I think the fear of encountering the “dreadful algebra of necessity” is well found. The book talks about fertility decisions on the basis of modern contraceptives. These methods are not that old, and living not on but behind the point where “marginal utility” of another human being in a society does imply such situations.
But take it not from me or Terry, take if from Brad DeLongs “Slouching towards utopia” describing from what place, the malthusian world, that slouch did start on:
Agrarian Age humans were desperately poor: it was a subsistence-level society. On average, 2.03 children per mother survived to reproduce. A typical woman (who was not among the one in seven who died in childbirth, or the additional one in five who died before her children were grown, sometimes from the same contagious diseases to which her children succumbed) would have spent perhaps twenty years eating for two: she would have had perhaps nine pregnancies, six live births, and three or four children surviving to age five, and the life expectancy of her children remained under, and perhaps well under, thirty. Keeping your children from dying is the first and highest goal of every parent. Humanity in the Agrarian Age could not do so at all reliably. That is an index of how much pressure from material want humanity found itself under. (p.16)

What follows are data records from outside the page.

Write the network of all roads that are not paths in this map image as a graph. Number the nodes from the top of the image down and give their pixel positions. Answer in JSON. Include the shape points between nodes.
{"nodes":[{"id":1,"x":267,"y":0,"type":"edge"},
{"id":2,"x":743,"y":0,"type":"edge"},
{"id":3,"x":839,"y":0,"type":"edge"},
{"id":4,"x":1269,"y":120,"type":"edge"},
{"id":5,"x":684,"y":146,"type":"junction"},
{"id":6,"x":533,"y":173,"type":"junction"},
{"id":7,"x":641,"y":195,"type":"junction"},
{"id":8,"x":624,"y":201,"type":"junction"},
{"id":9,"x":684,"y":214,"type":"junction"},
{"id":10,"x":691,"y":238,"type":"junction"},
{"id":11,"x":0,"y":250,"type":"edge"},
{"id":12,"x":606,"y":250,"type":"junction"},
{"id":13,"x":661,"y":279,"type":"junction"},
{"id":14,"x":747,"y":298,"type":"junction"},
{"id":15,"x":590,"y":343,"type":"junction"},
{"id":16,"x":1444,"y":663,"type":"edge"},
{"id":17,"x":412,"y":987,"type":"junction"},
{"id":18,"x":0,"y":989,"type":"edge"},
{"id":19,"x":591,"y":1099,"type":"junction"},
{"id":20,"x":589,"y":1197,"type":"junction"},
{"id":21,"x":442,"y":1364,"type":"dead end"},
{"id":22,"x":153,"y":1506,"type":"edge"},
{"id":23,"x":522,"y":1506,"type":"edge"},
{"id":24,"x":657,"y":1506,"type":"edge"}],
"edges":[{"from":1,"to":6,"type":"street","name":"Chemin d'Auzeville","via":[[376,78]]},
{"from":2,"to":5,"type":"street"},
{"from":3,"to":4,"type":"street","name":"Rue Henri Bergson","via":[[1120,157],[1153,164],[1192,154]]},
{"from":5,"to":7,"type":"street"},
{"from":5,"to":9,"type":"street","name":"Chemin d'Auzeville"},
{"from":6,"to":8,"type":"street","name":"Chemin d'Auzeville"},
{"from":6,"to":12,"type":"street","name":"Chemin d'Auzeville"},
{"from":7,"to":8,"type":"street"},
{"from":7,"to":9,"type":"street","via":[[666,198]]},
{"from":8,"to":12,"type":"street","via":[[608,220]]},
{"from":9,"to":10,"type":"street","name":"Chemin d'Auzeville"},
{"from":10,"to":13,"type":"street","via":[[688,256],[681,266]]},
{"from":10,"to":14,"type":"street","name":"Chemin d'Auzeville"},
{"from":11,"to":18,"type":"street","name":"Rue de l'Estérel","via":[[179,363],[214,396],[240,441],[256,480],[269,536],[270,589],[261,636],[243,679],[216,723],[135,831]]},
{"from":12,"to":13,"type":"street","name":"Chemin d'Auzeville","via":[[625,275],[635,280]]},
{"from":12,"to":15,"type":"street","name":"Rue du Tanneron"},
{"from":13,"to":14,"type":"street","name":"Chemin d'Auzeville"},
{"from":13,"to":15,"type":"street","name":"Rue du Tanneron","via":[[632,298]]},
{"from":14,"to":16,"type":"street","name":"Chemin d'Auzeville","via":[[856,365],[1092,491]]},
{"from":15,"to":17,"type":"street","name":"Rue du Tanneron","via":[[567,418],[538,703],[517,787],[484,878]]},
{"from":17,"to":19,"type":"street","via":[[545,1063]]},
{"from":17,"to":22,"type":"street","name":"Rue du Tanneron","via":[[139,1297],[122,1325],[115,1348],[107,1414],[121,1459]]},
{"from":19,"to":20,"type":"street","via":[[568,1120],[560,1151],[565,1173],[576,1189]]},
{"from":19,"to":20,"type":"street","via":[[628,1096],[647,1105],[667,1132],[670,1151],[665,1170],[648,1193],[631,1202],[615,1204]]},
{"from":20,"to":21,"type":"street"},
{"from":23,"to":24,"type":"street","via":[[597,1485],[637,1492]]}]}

Reflect on the amount of suffering just this statistics entail. How much violence, how much hunger, how much tragedy, how little (if any) freedom life entailed not that much long ago for our species. Brads’ book makes at least to me clear what an incredible miracle the current state of our species as a whole is in - imperfect and unjust as it may be. To me it also left the important impression that this state is not sustained on its own, and that we have not banished the third rider of the apocalypse as well as we would all like to believe.
I think the topic of this book is of immense importance. And I do hope it will have answers or points from where to think further about those hard problems.